* EXERCISE DETAILS *
Please repeat the records below exactly, skipping any pictures.

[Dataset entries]
+ + + +

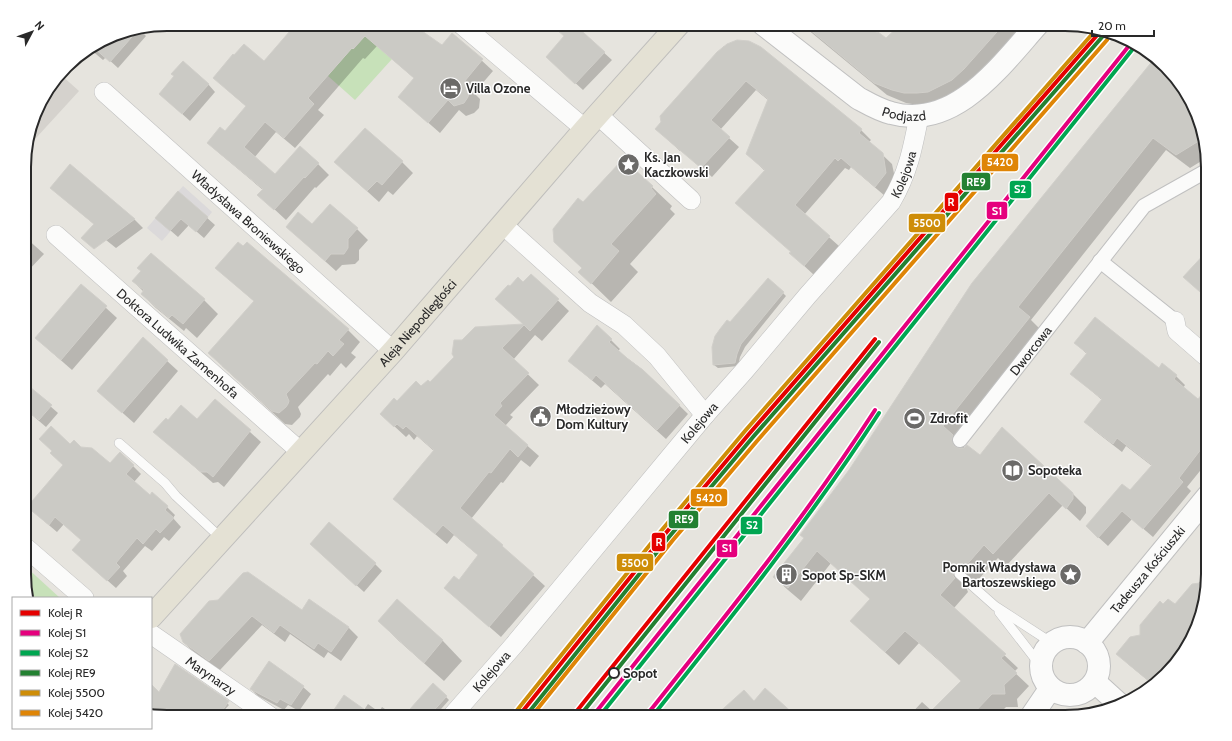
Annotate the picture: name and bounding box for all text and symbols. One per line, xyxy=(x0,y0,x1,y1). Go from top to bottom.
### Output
north arrow xyxy=(12,12,52,52)
scale bar xyxy=(1092,12,1154,38)
text: N xyxy=(32,18,47,33)
text: 20 m xyxy=(1098,18,1126,33)
hotel icon: Villa Ozone xyxy=(437,75,463,101)
place label: Villa Ozone xyxy=(466,80,531,96)
street label: Podjazd xyxy=(880,103,927,125)
street label: Kolejowa xyxy=(887,148,920,201)
place label: Ks. Jan Kaczkowski xyxy=(644,149,708,180)
place icon: Ks. Jan Kaczkowski xyxy=(616,151,642,177)
line badge: 5420 xyxy=(981,153,1019,172)
text: 5420 xyxy=(987,155,1013,169)
street label: Władysława Broniewskiego xyxy=(188,166,309,277)
line badge: RE9 xyxy=(961,172,991,191)
text: RE9 xyxy=(966,175,986,189)
line badge: S2 xyxy=(1009,180,1032,199)
text: S2 xyxy=(1014,182,1026,196)
line badge: R xyxy=(944,192,959,212)
text: R xyxy=(948,195,955,209)
line badge: S1 xyxy=(986,201,1008,220)
text: S1 xyxy=(992,204,1002,218)
line badge: 5500 xyxy=(908,213,946,233)
text: 5500 xyxy=(913,216,941,230)
street label: Aleja Niepodległości xyxy=(375,276,460,369)
street label: Doktora Ludwika Zamenhofa xyxy=(114,285,243,402)
street label: Dworcowa xyxy=(1006,322,1055,378)
street label: Kolejowa xyxy=(677,398,721,446)
place label: Młodzieżowy Dom Kultury xyxy=(556,401,631,432)
public building icon: Młodzieżowy Dom Kultury xyxy=(528,403,554,429)
sports icon: Zdrofit xyxy=(901,405,927,431)
place label: Zdrofit xyxy=(930,410,968,426)
library icon: Sopoteka xyxy=(1000,457,1026,483)
place label: Sopoteka xyxy=(1028,462,1082,478)
line badge: 5420 xyxy=(690,488,728,507)
text: 5420 xyxy=(696,491,722,505)
line badge: RE9 xyxy=(668,510,699,529)
text: RE9 xyxy=(674,512,694,526)
line badge: S2 xyxy=(740,516,763,535)
text: S2 xyxy=(746,518,758,532)
street label: Tadeusza Kościuszki xyxy=(1107,523,1188,617)
line badge: R xyxy=(651,532,666,552)
text: R xyxy=(656,535,663,549)
line badge: S1 xyxy=(716,539,738,558)
text: S1 xyxy=(722,541,732,555)
line badge: 5500 xyxy=(616,553,654,572)
text: 5500 xyxy=(621,556,649,570)
place label: Pomnik Władysława Bartoszewskiego xyxy=(942,559,1057,590)
place icon: Pomnik Władysława Bartoszewskiego xyxy=(1058,561,1084,587)
building icon: Sopot Sp-SKM xyxy=(773,562,799,588)
place label: Sopot Sp-SKM xyxy=(802,567,886,583)
legend xyxy=(12,597,152,729)
text: Kolej R xyxy=(48,605,83,620)
text: Kolej S1 xyxy=(48,625,86,640)
text: Kolej S2 xyxy=(48,645,88,660)
street label: Kolejowa xyxy=(469,647,514,695)
street label: Marynarzy xyxy=(183,653,240,699)
text: Kolej RE9 xyxy=(48,665,96,680)
place label: Sopot xyxy=(623,665,658,681)
marker: Sopot xyxy=(608,667,620,679)
text: Kolej 5500 xyxy=(48,685,105,700)
text: Kolej 5420 xyxy=(48,705,103,720)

+ + + +

* YOUR SOLUTION *
Annotate the picture: name and bounding box for all text and symbols. One per line, xyxy=(x0,y0,x1,y1). Go from top to bottom.
### Output
north arrow xyxy=(12,12,52,52)
scale bar xyxy=(1092,12,1154,38)
text: N xyxy=(32,18,47,33)
text: 20 m xyxy=(1098,18,1126,33)
hotel icon: Villa Ozone xyxy=(437,75,463,101)
place label: Villa Ozone xyxy=(466,80,531,96)
street label: Podjazd xyxy=(880,103,927,125)
street label: Kolejowa xyxy=(887,148,920,201)
place label: Ks. Jan Kaczkowski xyxy=(644,149,708,180)
place icon: Ks. Jan Kaczkowski xyxy=(616,151,642,177)
line badge: 5420 xyxy=(981,153,1019,172)
text: 5420 xyxy=(987,155,1013,169)
street label: Władysława Broniewskiego xyxy=(188,166,309,277)
line badge: RE9 xyxy=(961,172,991,191)
text: RE9 xyxy=(966,175,986,189)
line badge: S2 xyxy=(1009,180,1032,199)
text: S2 xyxy=(1014,182,1026,196)
line badge: R xyxy=(944,192,959,212)
text: R xyxy=(948,195,955,209)
line badge: S1 xyxy=(986,201,1008,220)
text: S1 xyxy=(992,204,1002,218)
line badge: 5500 xyxy=(908,213,946,233)
text: 5500 xyxy=(913,216,941,230)
street label: Aleja Niepodległości xyxy=(375,276,460,369)
street label: Doktora Ludwika Zamenhofa xyxy=(114,285,243,402)
street label: Dworcowa xyxy=(1006,322,1055,378)
street label: Kolejowa xyxy=(677,398,721,446)
place label: Młodzieżowy Dom Kultury xyxy=(556,401,631,432)
public building icon: Młodzieżowy Dom Kultury xyxy=(528,403,554,429)
sports icon: Zdrofit xyxy=(901,405,927,431)
place label: Zdrofit xyxy=(930,410,968,426)
library icon: Sopoteka xyxy=(1000,457,1026,483)
place label: Sopoteka xyxy=(1028,462,1082,478)
line badge: 5420 xyxy=(690,488,728,507)
text: 5420 xyxy=(696,491,722,505)
line badge: RE9 xyxy=(668,510,699,529)
text: RE9 xyxy=(674,512,694,526)
line badge: S2 xyxy=(740,516,763,535)
text: S2 xyxy=(746,518,758,532)
street label: Tadeusza Kościuszki xyxy=(1107,523,1188,617)
line badge: R xyxy=(651,532,666,552)
text: R xyxy=(656,535,663,549)
line badge: S1 xyxy=(716,539,738,558)
text: S1 xyxy=(722,541,732,555)
line badge: 5500 xyxy=(616,553,654,572)
text: 5500 xyxy=(621,556,649,570)
place label: Pomnik Władysława Bartoszewskiego xyxy=(942,559,1057,590)
place icon: Pomnik Władysława Bartoszewskiego xyxy=(1058,561,1084,587)
building icon: Sopot Sp-SKM xyxy=(773,562,799,588)
place label: Sopot Sp-SKM xyxy=(802,567,886,583)
legend xyxy=(12,597,152,729)
text: Kolej R xyxy=(48,605,83,620)
text: Kolej S1 xyxy=(48,625,86,640)
text: Kolej S2 xyxy=(48,645,88,660)
street label: Kolejowa xyxy=(469,647,514,695)
street label: Marynarzy xyxy=(183,653,240,699)
text: Kolej RE9 xyxy=(48,665,96,680)
place label: Sopot xyxy=(623,665,658,681)
marker: Sopot xyxy=(608,667,620,679)
text: Kolej 5500 xyxy=(48,685,105,700)
text: Kolej 5420 xyxy=(48,705,103,720)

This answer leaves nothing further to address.